School of Computer Science, McGill University, 3630 University, Montreal, QC, Canada H3A 2B2.
Bioinformatics. 2011 Jul 1;27(13):i266-74. doi: 10.1093/bioinformatics/btr241.
The identification of non-coding functional regions of the human genome remains one of the main challenges of genomics. By observing how a given region evolved over time, one can detect signs of negative or positive selection hinting that the region may be functional.
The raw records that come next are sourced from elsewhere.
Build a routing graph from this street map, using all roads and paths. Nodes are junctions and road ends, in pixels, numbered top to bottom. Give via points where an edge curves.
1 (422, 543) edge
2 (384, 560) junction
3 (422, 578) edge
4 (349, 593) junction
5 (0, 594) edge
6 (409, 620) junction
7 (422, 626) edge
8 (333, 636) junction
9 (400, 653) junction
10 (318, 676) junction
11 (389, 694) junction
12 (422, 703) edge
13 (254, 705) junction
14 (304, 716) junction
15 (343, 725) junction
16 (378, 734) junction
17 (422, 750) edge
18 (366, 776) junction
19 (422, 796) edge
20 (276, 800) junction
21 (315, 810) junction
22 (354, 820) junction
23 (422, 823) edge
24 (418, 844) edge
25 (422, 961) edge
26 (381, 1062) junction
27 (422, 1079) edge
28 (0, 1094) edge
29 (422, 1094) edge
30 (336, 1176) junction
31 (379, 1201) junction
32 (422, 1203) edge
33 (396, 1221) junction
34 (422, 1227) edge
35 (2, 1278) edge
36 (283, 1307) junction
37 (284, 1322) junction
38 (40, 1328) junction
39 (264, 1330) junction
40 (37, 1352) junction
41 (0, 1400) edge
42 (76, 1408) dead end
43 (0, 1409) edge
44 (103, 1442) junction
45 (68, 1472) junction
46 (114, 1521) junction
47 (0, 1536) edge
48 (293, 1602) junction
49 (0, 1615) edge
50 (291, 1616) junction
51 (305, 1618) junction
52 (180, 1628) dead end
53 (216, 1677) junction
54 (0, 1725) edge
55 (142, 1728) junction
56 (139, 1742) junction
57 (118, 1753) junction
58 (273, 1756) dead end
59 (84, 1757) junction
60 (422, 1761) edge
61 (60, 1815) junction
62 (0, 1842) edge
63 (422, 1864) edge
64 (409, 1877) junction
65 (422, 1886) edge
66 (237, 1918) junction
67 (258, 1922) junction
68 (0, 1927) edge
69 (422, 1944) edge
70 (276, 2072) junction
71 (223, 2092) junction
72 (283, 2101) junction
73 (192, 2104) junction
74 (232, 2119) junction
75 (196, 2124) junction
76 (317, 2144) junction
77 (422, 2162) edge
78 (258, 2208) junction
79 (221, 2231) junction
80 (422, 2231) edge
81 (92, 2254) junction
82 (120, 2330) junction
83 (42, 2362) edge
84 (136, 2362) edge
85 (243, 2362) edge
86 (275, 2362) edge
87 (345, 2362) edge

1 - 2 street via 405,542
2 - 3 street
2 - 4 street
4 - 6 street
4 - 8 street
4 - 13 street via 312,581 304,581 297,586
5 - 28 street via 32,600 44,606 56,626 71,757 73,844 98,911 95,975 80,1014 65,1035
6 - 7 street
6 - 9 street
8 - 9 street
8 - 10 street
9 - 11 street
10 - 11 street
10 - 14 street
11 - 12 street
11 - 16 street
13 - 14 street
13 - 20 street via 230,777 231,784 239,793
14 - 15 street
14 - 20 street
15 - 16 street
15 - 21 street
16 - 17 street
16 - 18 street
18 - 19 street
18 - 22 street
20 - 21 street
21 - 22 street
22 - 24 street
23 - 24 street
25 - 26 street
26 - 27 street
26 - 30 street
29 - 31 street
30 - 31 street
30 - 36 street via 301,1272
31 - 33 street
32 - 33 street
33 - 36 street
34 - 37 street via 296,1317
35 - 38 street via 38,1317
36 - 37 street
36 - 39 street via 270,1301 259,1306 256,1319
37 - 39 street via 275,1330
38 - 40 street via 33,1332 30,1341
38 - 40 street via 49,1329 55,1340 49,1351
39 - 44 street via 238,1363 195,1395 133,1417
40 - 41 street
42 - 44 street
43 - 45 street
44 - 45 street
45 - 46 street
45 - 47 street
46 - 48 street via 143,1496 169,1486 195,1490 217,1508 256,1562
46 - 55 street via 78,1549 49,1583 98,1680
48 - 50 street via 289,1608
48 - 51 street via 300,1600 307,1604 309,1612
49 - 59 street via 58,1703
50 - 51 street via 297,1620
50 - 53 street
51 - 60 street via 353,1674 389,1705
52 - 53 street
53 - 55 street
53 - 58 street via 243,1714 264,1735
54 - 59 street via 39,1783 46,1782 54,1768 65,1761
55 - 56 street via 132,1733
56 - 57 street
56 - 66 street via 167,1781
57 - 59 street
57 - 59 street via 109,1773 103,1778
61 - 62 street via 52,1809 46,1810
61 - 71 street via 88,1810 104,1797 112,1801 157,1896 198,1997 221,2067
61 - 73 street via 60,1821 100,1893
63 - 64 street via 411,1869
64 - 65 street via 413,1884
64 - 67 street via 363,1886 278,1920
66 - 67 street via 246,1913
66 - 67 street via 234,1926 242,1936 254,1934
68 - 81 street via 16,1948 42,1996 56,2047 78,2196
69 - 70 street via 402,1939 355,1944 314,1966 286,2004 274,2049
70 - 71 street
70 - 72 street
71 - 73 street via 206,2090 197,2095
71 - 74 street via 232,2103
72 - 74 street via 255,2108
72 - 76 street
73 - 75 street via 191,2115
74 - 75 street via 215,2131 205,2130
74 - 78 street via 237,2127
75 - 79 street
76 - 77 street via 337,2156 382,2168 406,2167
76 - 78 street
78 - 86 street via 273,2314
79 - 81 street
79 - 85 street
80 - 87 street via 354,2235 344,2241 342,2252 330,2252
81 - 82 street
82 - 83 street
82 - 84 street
With the quickly increasing number of vertebrate genomes to compare with our own, this type of approach is set to become extremely powerful, provided the right analytical tools are available.
A large number of approaches have been proposed to measure signs of past selective pressure, usually in the form of reduced mutation rate. Here, we propose a radically different approach to the detection of non-coding functional region: instead of measuring past evolutionary rates, we build a machine learning classifier to predict current substitution rates in human based on the inferred evolutionary events that affected the region during vertebrate evolution. We show that different types of evolutionary events, occurring along different branches of the phylogenetic tree, bring very different amounts of information. We propose a number of simple machine learning classifiers and show that a Support-Vector Machine (SVM) predictor clearly outperforms existing tools at predicting human non-coding functional sites. Comparison to external evidences of selection and regulatory function confirms that these SVM predictions are more accurate than those of other approaches.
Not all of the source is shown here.